ABOUT THIS TASK: Each entry is to be reproduced verbatim, and images are to be omitted.
*** Opening of INFORMATION SUPPLIED ***
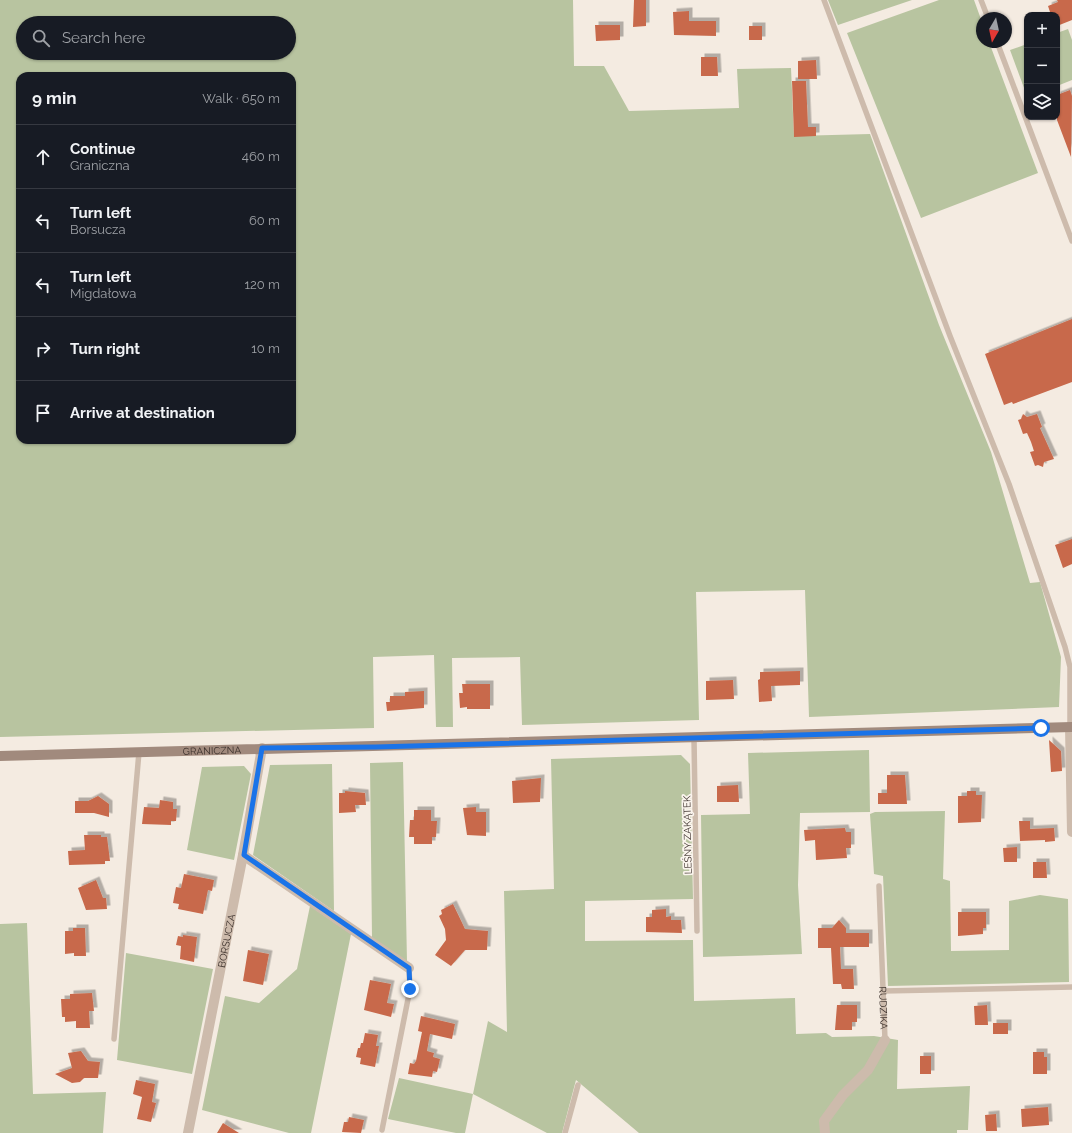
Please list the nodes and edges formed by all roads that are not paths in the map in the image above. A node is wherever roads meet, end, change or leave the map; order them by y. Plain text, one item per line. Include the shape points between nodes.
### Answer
1 (824, 0) edge
2 (981, 0) edge
3 (986, 12) edge
4 (999, 48) edge
5 (1072, 241) edge
6 (1071, 727) edge
7 (694, 738) junction
8 (262, 748) junction
9 (139, 752) junction
10 (0, 756) edge
11 (1072, 832) edge
12 (244, 855) junction
13 (879, 886) dead end
14 (697, 931) dead end
15 (409, 968) joint
16 (1072, 987) edge
17 (883, 991) junction
18 (114, 1039) dead end
19 (885, 1040) joint
20 (578, 1086) dead end
21 (382, 1130) dead end
22 (188, 1133) edge
23 (565, 1133) edge
24 (825, 1133) edge

1 - 6 lane via 950,336 1009,484 1065,647 1070,668
2 - 3 lane
4 - 5 lane
6 - 7 street, GRANICZNA
6 - 11 street
7 - 8 street, GRANICZNA
7 - 14 lane, LEŚNY ZAKĄTEK
8 - 9 street, GRANICZNA
8 - 12 street, BORSUCZA
9 - 10 street, GRANICZNA
9 - 18 lane
12 - 15 street
12 - 22 street, BORSUCZA
13 - 17 lane, RUDZIKA
15 - 21 lane via 410,989
16 - 17 lane
17 - 19 lane, RUDZIKA
19 - 24 street, RUDZIKA via 868,1070 843,1095 824,1121
20 - 23 lane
*** Close of INFORMATION SUPPLIED ***
SOLUTION TO THIS TASK:
Please list the nodes and edges formed by all roads that are not paths in the map in the image above. A node is wherever roads meet, end, change or leave the map; order them by y. Plain text, one item per line. Include the shape points between nodes.
### Answer
1 (824, 0) edge
2 (981, 0) edge
3 (986, 12) edge
4 (999, 48) edge
5 (1072, 241) edge
6 (1071, 727) edge
7 (694, 738) junction
8 (262, 748) junction
9 (139, 752) junction
10 (0, 756) edge
11 (1072, 832) edge
12 (244, 855) junction
13 (879, 886) dead end
14 (697, 931) dead end
15 (409, 968) joint
16 (1072, 987) edge
17 (883, 991) junction
18 (114, 1039) dead end
19 (885, 1040) joint
20 (578, 1086) dead end
21 (382, 1130) dead end
22 (188, 1133) edge
23 (565, 1133) edge
24 (825, 1133) edge

1 - 6 lane via 950,336 1009,484 1065,647 1070,668
2 - 3 lane
4 - 5 lane
6 - 7 street, GRANICZNA
6 - 11 street
7 - 8 street, GRANICZNA
7 - 14 lane, LEŚNY ZAKĄTEK
8 - 9 street, GRANICZNA
8 - 12 street, BORSUCZA
9 - 10 street, GRANICZNA
9 - 18 lane
12 - 15 street
12 - 22 street, BORSUCZA
13 - 17 lane, RUDZIKA
15 - 21 lane via 410,989
16 - 17 lane
17 - 19 lane, RUDZIKA
19 - 24 street, RUDZIKA via 868,1070 843,1095 824,1121
20 - 23 lane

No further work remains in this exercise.